All source code can be found under the model-serving repository. For people who are not interested in technical details - I suggest jumping to “Benchmark Results” and “Conclusions” directly.
Technical Background
Before diving into implementation examples, let's first cover a few technical concepts: Open Neural Network Exchange (ONNX) and ONNX Runtime.
Open Neural Network Exchange
ONNX is a specification1 (standard format) designed to represent machine learning models as computational graphs, providing a common language across different frameworks. It defines necessary operations (operators), data types, and serialization methods (using Protocol Buffers) to enable interoperability and ease of deployment in various environments. The ONNX specification supports extensibility through custom operators and functions and includes tools for model visualization, metadata storage, etc.
ONNX Runtime
ONNX Runtime is a high-performance inference engine designed to execute machine learning models in the ONNX format efficiently across various hardware platforms. It serves as a cross-platform accelerator that enables developers to deploy models trained in different frameworks—such as PyTorch, TensorFlow, Keras, and scikit-learn—into production environments with minimal overhead.

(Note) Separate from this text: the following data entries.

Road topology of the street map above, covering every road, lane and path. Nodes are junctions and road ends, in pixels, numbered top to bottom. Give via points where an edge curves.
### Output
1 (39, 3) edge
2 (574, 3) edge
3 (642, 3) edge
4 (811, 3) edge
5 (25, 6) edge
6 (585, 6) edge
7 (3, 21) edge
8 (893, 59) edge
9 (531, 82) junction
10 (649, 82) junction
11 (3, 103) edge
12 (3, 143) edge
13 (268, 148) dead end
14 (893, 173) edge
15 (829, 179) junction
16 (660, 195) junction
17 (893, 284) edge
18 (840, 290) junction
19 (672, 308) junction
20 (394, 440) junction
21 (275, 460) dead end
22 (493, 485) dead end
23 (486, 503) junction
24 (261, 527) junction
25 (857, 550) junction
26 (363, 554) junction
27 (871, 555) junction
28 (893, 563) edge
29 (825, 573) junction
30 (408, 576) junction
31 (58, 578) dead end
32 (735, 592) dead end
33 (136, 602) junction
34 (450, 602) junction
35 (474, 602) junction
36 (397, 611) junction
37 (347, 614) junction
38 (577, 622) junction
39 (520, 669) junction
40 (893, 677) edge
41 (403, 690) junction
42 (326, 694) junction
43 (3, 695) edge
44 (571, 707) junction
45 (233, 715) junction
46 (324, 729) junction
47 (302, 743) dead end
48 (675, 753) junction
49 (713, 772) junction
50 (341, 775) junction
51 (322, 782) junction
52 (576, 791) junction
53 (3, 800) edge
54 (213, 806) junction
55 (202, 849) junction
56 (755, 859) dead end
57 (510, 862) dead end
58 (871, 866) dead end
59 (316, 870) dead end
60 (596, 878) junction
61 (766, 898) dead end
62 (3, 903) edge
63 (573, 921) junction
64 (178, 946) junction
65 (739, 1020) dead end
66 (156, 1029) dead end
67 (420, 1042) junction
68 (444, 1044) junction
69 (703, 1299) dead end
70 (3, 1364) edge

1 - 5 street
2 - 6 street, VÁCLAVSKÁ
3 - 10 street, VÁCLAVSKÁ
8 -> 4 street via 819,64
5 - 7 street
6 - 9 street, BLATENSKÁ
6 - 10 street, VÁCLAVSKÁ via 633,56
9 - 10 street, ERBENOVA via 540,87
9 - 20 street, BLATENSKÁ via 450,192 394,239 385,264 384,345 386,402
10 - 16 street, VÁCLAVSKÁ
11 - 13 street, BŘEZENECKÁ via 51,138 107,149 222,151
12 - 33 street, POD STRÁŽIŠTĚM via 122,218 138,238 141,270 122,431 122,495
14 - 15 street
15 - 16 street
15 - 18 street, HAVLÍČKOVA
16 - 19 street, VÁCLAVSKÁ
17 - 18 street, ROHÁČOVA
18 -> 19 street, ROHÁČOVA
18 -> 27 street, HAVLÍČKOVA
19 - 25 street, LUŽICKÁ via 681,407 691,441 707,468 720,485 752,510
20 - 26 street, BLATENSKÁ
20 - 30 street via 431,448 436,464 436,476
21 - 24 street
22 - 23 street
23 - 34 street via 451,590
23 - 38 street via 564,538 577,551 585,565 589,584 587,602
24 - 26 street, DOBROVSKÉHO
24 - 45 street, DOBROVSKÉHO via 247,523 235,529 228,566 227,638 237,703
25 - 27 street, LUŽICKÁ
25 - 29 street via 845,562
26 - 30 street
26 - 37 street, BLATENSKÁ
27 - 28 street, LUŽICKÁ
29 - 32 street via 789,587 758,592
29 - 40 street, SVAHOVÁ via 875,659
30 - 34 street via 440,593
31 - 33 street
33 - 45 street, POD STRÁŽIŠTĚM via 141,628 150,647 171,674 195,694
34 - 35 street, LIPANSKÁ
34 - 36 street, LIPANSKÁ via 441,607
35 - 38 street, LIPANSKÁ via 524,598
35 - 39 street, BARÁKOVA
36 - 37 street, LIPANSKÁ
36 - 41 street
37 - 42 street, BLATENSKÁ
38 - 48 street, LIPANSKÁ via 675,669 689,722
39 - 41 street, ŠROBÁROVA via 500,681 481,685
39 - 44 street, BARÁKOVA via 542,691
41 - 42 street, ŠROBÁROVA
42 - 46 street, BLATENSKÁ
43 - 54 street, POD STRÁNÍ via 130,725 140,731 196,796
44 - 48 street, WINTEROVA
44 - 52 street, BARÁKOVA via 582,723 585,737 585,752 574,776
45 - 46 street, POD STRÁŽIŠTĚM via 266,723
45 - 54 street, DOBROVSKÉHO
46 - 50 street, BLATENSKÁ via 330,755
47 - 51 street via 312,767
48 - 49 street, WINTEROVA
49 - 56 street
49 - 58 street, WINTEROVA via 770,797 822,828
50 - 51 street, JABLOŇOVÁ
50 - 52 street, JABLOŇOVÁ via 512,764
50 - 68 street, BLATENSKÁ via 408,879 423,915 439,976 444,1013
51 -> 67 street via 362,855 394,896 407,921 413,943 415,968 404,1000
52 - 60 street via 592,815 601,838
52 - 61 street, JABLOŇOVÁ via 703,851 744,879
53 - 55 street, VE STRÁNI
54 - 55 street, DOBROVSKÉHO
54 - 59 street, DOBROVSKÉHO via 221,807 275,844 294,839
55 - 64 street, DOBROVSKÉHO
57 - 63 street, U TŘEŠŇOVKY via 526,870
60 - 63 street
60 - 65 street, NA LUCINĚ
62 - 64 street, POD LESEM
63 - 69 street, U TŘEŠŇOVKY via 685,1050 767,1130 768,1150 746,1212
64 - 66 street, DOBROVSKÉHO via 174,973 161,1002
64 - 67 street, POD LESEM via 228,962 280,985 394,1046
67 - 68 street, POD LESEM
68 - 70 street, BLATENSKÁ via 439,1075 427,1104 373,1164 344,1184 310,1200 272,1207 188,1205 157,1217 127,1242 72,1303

One of the key benefits of ONNX Runtime is its flexible architecture that supports both kernel-based and runtime-based Execution Providers. Kernel-based Execution Providers implement specific ONNX operations optimized for particular hardware (e.g., CPUs with CPUExecutionProvider, GPUs with CUDAExecutionProvider), while runtime-based Execution Providers can execute entire or partial computational graphs using specialized accelerators like TensorRT or nGraph.
Lastly, ONNX Runtime performs various levels of graph optimizations—such as constant folding, node fusions, and redundant node eliminations—that modify the computational graph for faster execution. These optimizations can be applied both online and offline, further reducing computational overhead and improving inference speed. By integrating these capabilities, ONNX Runtime allows for efficient, scalable, and flexible deployment of machine learning models in production environments.
Problem Context
With the technical background in place, let's move on to a real-world application: serving a machine learning model in a production environment. We'll build upon the previous article on "ML Training Pipelines," where we developed a model to predict weather conditions. To recap briefly, we fine-tuned the MobileNet V3-small model (~1.53 million parameters) that identifies 11 distinct weather patterns.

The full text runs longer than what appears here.